Intimacy in marriage strengthens trust between you two and improves marital satisfaction. When you are no longer intimate, it’s a sign of trouble.

To get intimacy back in your marriage, you can turn towards each other in a loving, respectful way that can help rebuild connection — focus on your partner and show them empathy instead of aggression, defensiveness, or being distant.Emotional intimacy leads to physical intimacy. If you and your partner do not have an emotional connection, it will be challenging to generate an intimate one.

You’re ignoring your intuition

Your intuition knows the facts and how you feel, whereas your mind can rationalize away from the truth. If you’re in an unhappy marriage and stick it out, you might be ignoring your intuition.

The first step is to quiet the mental chatter. And there can be a lot of chatter!Analyzing your marriage to put in the effort to stay and repair it or to walk away and build a life apart is a difficult decision. It can be even harder to figure out where you stand if you are stuck with reoccurring, obsessive thoughts that may be fueled by anger, resentment, or fear.

You fantasize about a life without your spouse

Fantasizing about a life without your spouse means you’re mentally detaching from your relationship and sending the signal that you don’t care. If you’re not ready to pull the plug on the marriage, you can still reconnect to it.

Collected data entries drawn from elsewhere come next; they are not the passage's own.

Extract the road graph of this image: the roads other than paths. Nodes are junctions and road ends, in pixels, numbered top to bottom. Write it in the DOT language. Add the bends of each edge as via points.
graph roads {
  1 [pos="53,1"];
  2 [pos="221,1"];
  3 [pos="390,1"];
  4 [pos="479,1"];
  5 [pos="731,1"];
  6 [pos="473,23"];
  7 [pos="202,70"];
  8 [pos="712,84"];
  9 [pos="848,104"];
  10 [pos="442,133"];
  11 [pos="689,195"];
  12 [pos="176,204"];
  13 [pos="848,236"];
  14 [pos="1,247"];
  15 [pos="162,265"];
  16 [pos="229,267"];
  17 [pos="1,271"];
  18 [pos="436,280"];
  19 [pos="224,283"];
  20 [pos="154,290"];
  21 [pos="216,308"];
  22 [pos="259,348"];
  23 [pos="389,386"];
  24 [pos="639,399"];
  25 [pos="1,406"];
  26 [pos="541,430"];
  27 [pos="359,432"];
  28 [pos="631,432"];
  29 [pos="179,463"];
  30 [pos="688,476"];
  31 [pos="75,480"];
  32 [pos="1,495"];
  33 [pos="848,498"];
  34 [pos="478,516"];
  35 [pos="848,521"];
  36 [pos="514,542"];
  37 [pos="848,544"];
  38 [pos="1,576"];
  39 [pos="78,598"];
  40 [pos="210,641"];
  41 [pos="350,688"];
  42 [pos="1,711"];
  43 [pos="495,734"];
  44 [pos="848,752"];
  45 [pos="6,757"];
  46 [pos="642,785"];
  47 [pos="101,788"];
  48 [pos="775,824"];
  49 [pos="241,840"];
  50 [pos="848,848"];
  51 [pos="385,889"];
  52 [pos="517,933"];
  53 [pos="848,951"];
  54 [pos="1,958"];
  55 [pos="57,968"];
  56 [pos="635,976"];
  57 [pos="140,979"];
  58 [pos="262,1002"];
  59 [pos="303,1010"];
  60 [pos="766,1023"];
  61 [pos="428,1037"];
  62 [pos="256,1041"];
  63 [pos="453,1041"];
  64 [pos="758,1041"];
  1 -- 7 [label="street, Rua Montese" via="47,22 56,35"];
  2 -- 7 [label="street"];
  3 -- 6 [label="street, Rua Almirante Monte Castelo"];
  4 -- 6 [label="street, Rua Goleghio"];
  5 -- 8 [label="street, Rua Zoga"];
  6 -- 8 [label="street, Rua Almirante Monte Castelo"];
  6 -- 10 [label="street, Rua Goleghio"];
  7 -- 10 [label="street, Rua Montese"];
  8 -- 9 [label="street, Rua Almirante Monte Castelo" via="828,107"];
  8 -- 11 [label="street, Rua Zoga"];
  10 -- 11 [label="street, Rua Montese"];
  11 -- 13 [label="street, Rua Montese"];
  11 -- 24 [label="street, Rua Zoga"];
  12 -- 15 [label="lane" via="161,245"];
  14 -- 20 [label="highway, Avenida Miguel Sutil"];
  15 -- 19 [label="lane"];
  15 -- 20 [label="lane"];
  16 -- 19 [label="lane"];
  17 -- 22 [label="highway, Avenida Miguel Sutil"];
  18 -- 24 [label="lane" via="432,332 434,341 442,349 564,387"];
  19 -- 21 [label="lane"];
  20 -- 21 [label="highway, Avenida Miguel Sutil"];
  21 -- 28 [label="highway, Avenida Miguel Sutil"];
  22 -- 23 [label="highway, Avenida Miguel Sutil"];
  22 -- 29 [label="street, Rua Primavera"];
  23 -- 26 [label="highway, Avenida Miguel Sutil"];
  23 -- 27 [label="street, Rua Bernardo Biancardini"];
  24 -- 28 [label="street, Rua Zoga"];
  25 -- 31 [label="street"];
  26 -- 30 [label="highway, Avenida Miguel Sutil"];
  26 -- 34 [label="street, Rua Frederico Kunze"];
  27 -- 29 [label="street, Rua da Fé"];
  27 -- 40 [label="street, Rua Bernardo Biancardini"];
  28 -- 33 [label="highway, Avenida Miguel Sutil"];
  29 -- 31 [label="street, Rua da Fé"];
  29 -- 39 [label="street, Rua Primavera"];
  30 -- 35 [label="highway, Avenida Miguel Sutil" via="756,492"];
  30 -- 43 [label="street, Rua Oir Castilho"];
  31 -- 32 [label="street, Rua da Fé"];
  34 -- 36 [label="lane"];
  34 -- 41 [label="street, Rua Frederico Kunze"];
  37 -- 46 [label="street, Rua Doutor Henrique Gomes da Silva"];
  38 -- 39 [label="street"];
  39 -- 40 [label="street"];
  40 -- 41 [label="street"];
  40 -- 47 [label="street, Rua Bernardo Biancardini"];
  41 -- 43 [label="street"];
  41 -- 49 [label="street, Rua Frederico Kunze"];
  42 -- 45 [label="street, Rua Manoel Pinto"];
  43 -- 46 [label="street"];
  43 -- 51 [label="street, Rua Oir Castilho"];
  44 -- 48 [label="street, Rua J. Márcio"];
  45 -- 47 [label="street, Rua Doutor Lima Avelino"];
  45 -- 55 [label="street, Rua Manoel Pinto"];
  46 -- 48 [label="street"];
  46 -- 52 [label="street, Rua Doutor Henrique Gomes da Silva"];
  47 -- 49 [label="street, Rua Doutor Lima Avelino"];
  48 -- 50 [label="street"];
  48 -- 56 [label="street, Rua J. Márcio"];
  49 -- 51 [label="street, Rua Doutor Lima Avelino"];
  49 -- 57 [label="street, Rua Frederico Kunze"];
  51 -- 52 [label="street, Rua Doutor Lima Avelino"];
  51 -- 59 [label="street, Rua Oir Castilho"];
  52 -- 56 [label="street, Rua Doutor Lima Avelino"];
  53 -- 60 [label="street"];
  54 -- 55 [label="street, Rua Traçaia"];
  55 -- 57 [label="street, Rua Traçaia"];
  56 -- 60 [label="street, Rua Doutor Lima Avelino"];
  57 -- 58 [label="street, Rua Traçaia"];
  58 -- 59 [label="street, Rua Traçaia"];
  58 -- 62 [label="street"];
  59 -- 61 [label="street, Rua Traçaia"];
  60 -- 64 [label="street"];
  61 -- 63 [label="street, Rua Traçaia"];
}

Fantasies are seductive because it’s often the best reality can offer. The negative aspects and consequences of specific actions are only explored when you take a step back and weigh it against fact.

Fantasies can help us establish our goals and provide motivation to attain them if we explore all sides of the story. Having the occasional fantasy isn’t a problem, but when it becomes frequent or changes your choices, this is a sign something in your life needs to be examined.

If you’re fantasizing of being single again, take a moment to explore if it’s a fantasy that should be checked or acted upon.